Records shown

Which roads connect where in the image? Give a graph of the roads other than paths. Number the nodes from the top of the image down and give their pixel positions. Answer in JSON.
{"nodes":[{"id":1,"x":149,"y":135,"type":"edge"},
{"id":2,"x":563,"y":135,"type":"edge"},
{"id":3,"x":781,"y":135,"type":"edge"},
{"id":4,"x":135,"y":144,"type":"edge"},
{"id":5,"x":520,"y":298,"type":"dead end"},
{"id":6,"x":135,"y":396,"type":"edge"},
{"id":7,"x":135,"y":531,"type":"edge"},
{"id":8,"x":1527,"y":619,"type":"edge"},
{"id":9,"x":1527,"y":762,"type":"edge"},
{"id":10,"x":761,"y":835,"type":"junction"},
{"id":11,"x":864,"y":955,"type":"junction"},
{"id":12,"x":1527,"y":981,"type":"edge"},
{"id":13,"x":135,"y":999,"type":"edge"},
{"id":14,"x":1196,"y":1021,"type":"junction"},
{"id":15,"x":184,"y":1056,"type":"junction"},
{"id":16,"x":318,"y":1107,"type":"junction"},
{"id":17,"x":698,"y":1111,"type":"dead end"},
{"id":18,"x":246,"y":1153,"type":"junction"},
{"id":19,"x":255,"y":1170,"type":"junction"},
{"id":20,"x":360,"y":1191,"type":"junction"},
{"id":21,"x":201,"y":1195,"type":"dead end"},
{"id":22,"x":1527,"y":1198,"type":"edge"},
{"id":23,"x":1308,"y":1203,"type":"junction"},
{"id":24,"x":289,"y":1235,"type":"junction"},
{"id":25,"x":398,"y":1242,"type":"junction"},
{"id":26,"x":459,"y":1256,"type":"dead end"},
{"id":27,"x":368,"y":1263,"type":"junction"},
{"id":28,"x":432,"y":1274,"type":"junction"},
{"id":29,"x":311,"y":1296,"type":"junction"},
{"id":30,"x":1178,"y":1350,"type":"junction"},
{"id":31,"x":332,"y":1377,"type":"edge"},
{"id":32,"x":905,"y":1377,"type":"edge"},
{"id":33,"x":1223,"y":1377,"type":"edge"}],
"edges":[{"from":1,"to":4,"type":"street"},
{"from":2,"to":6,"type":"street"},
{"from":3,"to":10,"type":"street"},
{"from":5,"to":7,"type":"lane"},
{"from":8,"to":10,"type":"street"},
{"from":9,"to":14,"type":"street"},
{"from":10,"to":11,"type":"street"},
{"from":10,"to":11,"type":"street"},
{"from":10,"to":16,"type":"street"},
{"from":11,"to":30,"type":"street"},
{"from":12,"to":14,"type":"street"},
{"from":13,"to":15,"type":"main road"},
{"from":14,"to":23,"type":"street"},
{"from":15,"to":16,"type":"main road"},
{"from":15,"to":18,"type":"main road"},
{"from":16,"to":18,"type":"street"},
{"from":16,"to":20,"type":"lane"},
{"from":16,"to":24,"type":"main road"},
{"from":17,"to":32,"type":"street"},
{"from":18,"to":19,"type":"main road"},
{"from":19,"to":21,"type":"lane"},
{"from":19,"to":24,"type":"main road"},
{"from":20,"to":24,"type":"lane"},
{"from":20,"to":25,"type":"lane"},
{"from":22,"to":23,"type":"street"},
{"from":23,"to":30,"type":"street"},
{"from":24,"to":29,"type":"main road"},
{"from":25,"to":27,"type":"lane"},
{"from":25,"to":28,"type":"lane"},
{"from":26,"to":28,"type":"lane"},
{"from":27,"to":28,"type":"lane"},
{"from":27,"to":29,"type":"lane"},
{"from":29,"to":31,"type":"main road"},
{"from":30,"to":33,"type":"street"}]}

Exercise details
What you return must match the listing exactly, line for line.

Written response
Which roads connect where in the image? Give a graph of the roads other than paths. Number the nodes from the top of the image down and give their pixel positions. Answer in JSON.
{"nodes":[{"id":1,"x":149,"y":135,"type":"edge"},
{"id":2,"x":563,"y":135,"type":"edge"},
{"id":3,"x":781,"y":135,"type":"edge"},
{"id":4,"x":135,"y":144,"type":"edge"},
{"id":5,"x":520,"y":298,"type":"dead end"},
{"id":6,"x":135,"y":396,"type":"edge"},
{"id":7,"x":135,"y":531,"type":"edge"},
{"id":8,"x":1527,"y":619,"type":"edge"},
{"id":9,"x":1527,"y":762,"type":"edge"},
{"id":10,"x":761,"y":835,"type":"junction"},
{"id":11,"x":864,"y":955,"type":"junction"},
{"id":12,"x":1527,"y":981,"type":"edge"},
{"id":13,"x":135,"y":999,"type":"edge"},
{"id":14,"x":1196,"y":1021,"type":"junction"},
{"id":15,"x":184,"y":1056,"type":"junction"},
{"id":16,"x":318,"y":1107,"type":"junction"},
{"id":17,"x":698,"y":1111,"type":"dead end"},
{"id":18,"x":246,"y":1153,"type":"junction"},
{"id":19,"x":255,"y":1170,"type":"junction"},
{"id":20,"x":360,"y":1191,"type":"junction"},
{"id":21,"x":201,"y":1195,"type":"dead end"},
{"id":22,"x":1527,"y":1198,"type":"edge"},
{"id":23,"x":1308,"y":1203,"type":"junction"},
{"id":24,"x":289,"y":1235,"type":"junction"},
{"id":25,"x":398,"y":1242,"type":"junction"},
{"id":26,"x":459,"y":1256,"type":"dead end"},
{"id":27,"x":368,"y":1263,"type":"junction"},
{"id":28,"x":432,"y":1274,"type":"junction"},
{"id":29,"x":311,"y":1296,"type":"junction"},
{"id":30,"x":1178,"y":1350,"type":"junction"},
{"id":31,"x":332,"y":1377,"type":"edge"},
{"id":32,"x":905,"y":1377,"type":"edge"},
{"id":33,"x":1223,"y":1377,"type":"edge"}],
"edges":[{"from":1,"to":4,"type":"street"},
{"from":2,"to":6,"type":"street"},
{"from":3,"to":10,"type":"street"},
{"from":5,"to":7,"type":"lane"},
{"from":8,"to":10,"type":"street"},
{"from":9,"to":14,"type":"street"},
{"from":10,"to":11,"type":"street"},
{"from":10,"to":11,"type":"street"},
{"from":10,"to":16,"type":"street"},
{"from":11,"to":30,"type":"street"},
{"from":12,"to":14,"type":"street"},
{"from":13,"to":15,"type":"main road"},
{"from":14,"to":23,"type":"street"},
{"from":15,"to":16,"type":"main road"},
{"from":15,"to":18,"type":"main road"},
{"from":16,"to":18,"type":"street"},
{"from":16,"to":20,"type":"lane"},
{"from":16,"to":24,"type":"main road"},
{"from":17,"to":32,"type":"street"},
{"from":18,"to":19,"type":"main road"},
{"from":19,"to":21,"type":"lane"},
{"from":19,"to":24,"type":"main road"},
{"from":20,"to":24,"type":"lane"},
{"from":20,"to":25,"type":"lane"},
{"from":22,"to":23,"type":"street"},
{"from":23,"to":30,"type":"street"},
{"from":24,"to":29,"type":"main road"},
{"from":25,"to":27,"type":"lane"},
{"from":25,"to":28,"type":"lane"},
{"from":26,"to":28,"type":"lane"},
{"from":27,"to":28,"type":"lane"},
{"from":27,"to":29,"type":"lane"},
{"from":29,"to":31,"type":"main road"},
{"from":30,"to":33,"type":"street"}]}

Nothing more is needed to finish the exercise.